**DATA LISTING**:
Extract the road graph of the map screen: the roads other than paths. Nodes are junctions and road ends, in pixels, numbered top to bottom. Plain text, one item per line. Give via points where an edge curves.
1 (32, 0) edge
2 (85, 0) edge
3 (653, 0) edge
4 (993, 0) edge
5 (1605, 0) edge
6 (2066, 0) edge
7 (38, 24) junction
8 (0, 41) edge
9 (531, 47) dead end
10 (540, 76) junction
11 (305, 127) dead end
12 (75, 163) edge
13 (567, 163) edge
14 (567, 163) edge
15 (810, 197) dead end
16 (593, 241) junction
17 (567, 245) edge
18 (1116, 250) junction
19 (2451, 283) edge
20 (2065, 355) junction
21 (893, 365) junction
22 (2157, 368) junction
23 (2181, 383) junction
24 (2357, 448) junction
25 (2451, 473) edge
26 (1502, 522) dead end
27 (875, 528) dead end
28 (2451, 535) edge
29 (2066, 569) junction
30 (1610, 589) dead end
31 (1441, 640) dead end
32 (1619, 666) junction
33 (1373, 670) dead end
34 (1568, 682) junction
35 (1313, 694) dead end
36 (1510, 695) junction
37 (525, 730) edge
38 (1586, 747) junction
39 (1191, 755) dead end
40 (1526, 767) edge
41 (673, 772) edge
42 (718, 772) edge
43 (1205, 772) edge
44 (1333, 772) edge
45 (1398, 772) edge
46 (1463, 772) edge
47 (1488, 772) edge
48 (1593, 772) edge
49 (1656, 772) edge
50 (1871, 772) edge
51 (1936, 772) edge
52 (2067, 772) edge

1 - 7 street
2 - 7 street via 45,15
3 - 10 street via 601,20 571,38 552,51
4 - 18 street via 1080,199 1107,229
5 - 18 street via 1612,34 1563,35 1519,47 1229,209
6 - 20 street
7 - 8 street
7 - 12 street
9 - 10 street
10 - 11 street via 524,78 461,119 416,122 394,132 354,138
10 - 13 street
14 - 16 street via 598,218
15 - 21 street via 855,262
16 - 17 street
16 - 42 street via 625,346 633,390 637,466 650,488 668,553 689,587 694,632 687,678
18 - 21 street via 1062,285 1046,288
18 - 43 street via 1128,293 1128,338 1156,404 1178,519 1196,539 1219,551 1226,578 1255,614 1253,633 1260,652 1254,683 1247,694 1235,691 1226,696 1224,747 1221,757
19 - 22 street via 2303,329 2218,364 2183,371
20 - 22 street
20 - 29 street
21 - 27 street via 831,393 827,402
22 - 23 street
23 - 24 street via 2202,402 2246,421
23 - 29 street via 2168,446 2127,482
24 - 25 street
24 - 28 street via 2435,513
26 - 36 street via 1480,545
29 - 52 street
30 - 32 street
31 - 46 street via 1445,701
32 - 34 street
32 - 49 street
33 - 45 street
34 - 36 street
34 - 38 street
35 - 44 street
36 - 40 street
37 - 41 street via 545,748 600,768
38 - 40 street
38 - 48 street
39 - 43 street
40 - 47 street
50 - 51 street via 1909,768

**ASSIGNMENT**: Look over the records above and say how many lines hold the word "dead", giving the number alone.

**SOLUTION TO THE EXERCISE**: 10